Your assignment: Take each line in the entries below that holds "Parkway" and show it.

Extracted information:
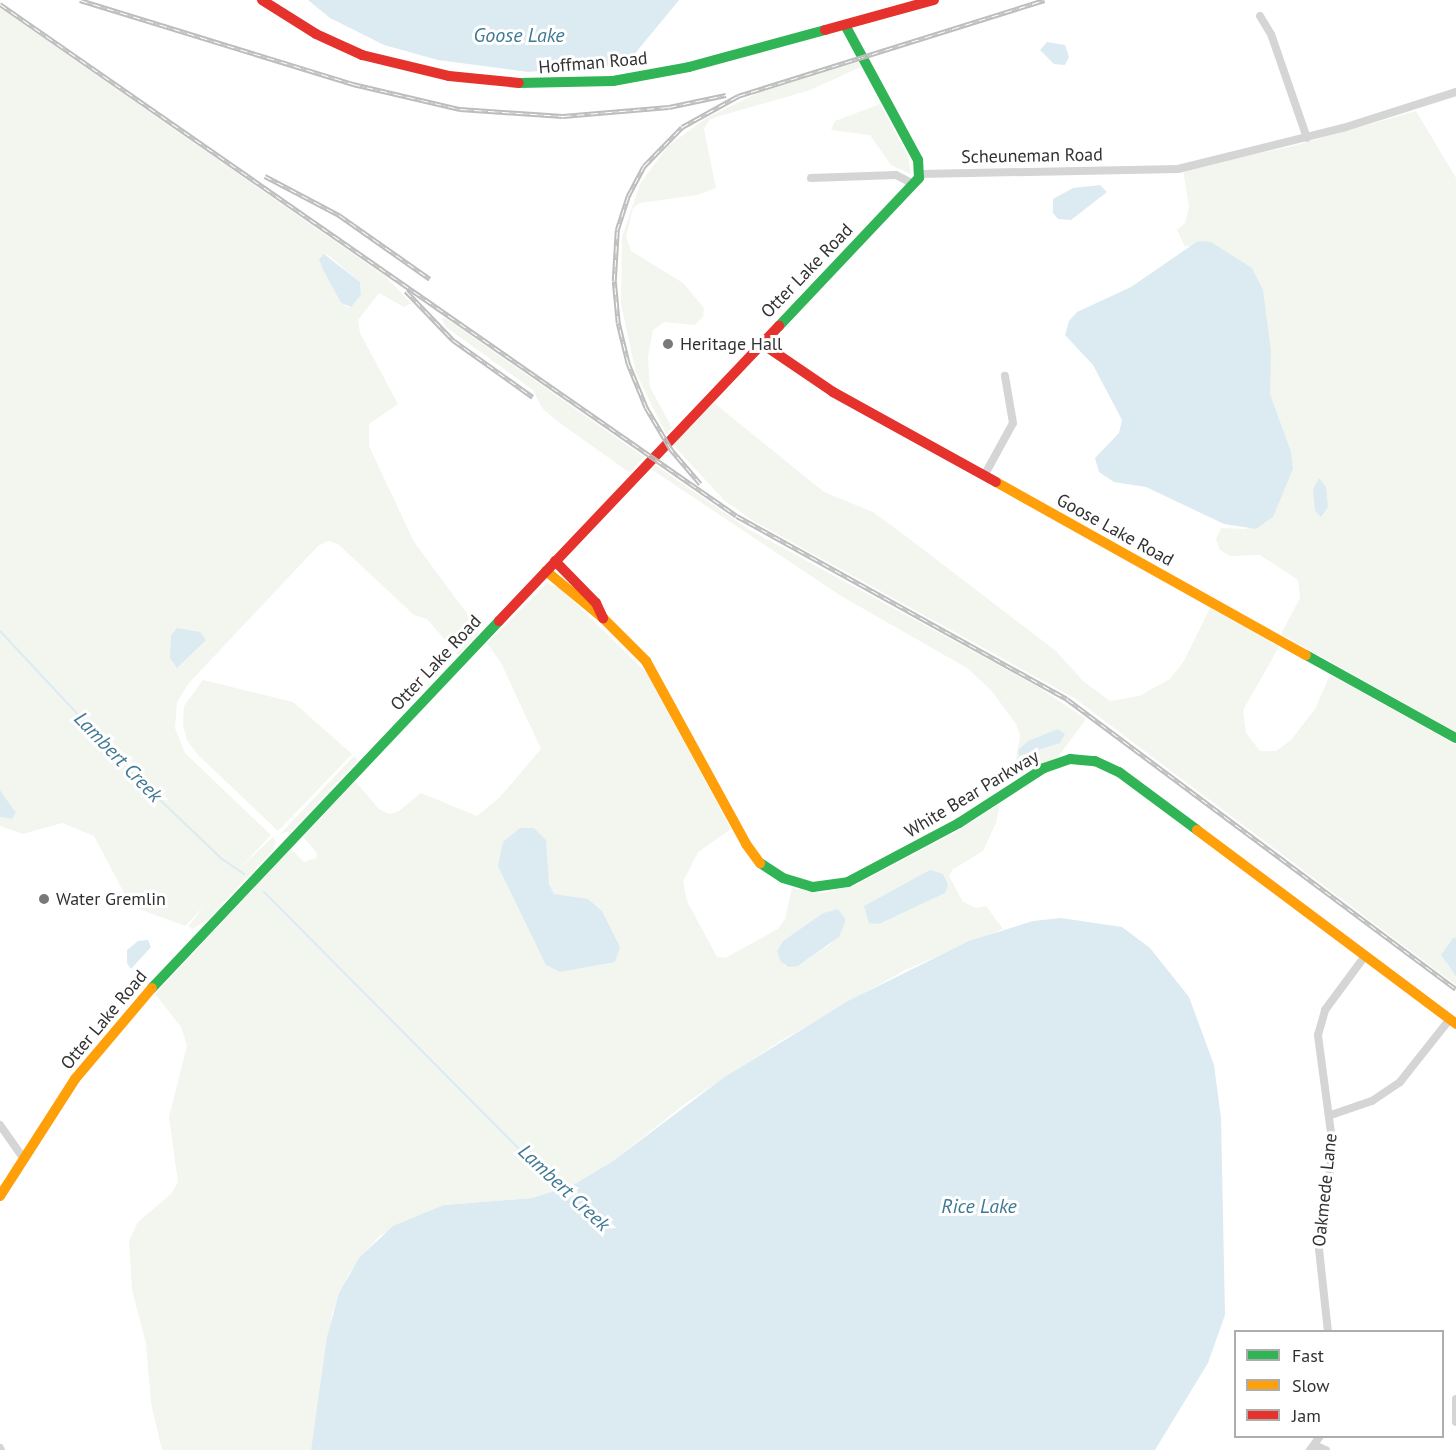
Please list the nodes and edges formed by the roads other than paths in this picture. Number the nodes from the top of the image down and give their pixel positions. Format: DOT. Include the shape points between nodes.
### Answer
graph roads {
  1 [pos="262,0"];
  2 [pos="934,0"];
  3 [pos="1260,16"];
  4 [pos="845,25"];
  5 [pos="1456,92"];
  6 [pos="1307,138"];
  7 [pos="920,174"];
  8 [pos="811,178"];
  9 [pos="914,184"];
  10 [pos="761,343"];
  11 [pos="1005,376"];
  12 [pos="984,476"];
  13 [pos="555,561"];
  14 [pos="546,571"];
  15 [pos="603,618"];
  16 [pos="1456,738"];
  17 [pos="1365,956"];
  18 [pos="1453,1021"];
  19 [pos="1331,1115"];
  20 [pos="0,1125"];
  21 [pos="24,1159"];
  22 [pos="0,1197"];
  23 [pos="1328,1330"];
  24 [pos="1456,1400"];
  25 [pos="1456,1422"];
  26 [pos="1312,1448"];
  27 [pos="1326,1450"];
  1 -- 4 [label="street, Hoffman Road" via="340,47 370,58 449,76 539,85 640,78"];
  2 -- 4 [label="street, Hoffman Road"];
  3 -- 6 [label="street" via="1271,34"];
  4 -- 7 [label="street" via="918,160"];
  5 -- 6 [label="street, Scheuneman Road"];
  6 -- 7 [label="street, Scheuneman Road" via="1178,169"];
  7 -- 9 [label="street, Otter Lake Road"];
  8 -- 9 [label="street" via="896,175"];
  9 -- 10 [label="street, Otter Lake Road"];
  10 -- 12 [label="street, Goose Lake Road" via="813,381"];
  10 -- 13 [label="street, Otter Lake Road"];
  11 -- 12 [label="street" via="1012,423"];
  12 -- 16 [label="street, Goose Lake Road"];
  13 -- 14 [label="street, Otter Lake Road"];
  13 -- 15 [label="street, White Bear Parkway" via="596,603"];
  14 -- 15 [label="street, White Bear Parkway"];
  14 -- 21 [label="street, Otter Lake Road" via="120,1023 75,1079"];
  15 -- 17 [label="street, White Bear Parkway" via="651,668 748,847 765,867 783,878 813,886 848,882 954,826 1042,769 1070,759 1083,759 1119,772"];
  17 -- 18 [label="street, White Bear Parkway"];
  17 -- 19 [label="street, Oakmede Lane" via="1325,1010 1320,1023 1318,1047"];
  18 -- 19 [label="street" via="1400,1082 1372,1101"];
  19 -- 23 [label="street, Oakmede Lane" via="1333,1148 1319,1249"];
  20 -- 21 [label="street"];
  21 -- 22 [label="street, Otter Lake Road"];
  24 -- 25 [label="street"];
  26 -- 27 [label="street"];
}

...

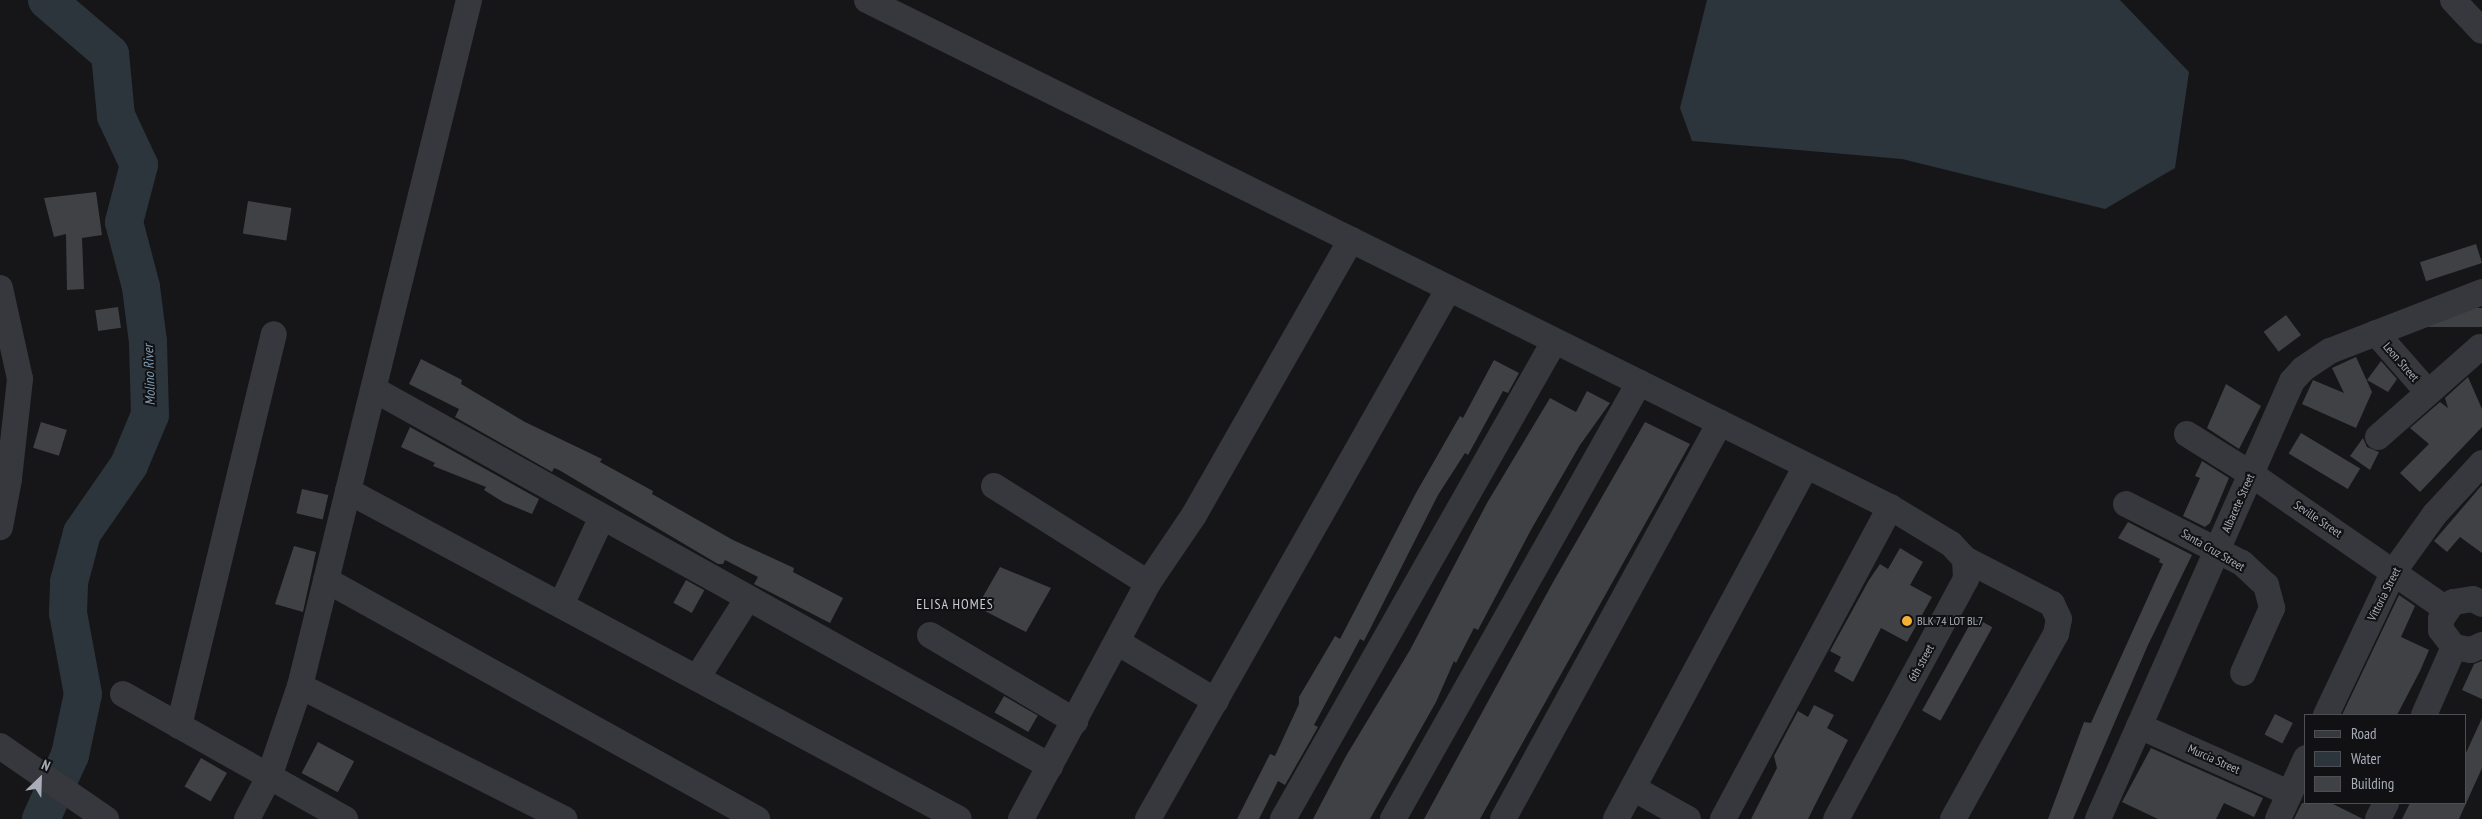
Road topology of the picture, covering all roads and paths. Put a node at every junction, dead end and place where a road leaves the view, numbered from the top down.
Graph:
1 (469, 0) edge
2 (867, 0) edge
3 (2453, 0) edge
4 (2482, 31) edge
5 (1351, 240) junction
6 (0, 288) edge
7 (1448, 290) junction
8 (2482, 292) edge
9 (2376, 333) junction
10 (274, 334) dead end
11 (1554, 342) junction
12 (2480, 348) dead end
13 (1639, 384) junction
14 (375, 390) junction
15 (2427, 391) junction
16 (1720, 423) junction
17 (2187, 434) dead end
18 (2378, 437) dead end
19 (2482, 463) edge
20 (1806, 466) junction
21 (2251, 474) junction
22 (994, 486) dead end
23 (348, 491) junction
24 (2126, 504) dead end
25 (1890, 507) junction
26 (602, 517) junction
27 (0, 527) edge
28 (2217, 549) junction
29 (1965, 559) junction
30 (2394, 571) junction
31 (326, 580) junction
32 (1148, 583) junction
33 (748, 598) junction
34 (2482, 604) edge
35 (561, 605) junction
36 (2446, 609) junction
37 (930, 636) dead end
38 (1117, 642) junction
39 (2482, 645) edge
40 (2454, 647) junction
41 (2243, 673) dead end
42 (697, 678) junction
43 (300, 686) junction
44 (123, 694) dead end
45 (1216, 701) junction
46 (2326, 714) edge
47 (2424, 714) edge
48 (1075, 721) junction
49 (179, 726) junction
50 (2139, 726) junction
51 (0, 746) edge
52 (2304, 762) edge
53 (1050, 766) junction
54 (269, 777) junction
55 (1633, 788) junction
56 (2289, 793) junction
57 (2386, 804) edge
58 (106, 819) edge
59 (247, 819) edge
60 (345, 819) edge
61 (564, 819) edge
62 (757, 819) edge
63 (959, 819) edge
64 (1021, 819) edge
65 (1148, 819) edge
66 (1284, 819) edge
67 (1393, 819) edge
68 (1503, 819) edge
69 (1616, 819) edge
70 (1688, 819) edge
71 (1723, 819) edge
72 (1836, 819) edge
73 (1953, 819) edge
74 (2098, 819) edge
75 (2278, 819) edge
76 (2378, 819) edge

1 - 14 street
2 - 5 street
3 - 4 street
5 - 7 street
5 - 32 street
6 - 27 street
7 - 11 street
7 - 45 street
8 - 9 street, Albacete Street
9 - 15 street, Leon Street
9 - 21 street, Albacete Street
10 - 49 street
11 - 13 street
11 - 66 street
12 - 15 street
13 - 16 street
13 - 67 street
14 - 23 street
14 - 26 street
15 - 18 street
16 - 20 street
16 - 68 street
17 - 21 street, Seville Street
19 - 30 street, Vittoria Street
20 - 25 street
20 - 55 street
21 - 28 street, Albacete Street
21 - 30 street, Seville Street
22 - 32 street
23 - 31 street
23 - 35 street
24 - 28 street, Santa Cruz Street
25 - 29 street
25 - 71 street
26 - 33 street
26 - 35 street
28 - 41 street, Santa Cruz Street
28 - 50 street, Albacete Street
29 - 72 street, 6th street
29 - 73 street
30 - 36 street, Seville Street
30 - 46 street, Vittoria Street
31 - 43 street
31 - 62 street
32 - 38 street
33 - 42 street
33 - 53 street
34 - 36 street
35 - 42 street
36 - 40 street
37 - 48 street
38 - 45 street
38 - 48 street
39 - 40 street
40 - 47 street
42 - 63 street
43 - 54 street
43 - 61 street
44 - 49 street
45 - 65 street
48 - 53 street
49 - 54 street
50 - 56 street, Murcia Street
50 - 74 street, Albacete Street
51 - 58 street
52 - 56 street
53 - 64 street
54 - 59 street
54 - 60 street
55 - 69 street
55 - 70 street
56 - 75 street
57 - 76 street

--

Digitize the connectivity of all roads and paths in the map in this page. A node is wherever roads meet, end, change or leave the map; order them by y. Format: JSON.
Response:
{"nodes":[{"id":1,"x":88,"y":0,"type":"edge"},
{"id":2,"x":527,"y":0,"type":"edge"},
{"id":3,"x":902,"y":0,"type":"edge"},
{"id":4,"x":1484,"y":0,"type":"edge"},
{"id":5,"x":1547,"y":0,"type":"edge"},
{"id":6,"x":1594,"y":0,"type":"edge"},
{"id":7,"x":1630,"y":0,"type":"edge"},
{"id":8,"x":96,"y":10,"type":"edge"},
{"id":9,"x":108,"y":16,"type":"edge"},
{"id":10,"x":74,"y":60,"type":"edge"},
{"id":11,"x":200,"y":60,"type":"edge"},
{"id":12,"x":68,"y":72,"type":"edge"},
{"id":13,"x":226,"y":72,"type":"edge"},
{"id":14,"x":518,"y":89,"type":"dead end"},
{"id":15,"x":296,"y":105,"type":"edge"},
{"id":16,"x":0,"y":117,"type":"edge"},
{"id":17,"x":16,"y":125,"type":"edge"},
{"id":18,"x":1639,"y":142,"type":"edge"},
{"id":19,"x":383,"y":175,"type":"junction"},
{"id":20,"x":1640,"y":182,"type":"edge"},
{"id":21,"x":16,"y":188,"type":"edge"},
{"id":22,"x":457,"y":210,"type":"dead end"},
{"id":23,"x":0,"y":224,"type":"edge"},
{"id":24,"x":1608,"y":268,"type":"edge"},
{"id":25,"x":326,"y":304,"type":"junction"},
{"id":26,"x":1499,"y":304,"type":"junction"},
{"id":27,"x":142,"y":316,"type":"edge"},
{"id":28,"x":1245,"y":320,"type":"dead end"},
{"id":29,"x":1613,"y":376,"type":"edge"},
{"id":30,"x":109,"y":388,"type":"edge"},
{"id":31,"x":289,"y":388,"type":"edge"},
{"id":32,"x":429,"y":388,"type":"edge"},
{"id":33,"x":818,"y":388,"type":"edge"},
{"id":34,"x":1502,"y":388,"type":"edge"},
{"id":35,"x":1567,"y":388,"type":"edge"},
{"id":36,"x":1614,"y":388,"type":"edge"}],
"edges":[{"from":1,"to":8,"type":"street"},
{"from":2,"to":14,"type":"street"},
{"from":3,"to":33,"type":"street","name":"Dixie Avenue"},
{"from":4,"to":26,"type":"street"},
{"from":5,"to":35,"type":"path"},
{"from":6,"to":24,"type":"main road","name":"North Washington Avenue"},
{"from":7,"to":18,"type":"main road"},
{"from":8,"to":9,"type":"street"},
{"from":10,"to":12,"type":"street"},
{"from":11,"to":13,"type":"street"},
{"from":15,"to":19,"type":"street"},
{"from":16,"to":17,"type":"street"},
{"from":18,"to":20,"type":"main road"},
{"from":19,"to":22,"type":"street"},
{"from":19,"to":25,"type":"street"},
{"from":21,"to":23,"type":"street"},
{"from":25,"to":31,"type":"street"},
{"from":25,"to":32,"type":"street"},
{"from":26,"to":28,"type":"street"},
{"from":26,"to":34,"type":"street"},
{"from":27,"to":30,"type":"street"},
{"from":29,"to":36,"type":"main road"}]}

Answer for the task:
  13 -- 15 [label="street, White Bear Parkway" via="596,603"];
  14 -- 15 [label="street, White Bear Parkway"];
  15 -- 17 [label="street, White Bear Parkway" via="651,668 748,847 765,867 783,878 813,886 848,882 954,826 1042,769 1070,759 1083,759 1119,772"];
  17 -- 18 [label="street, White Bear Parkway"];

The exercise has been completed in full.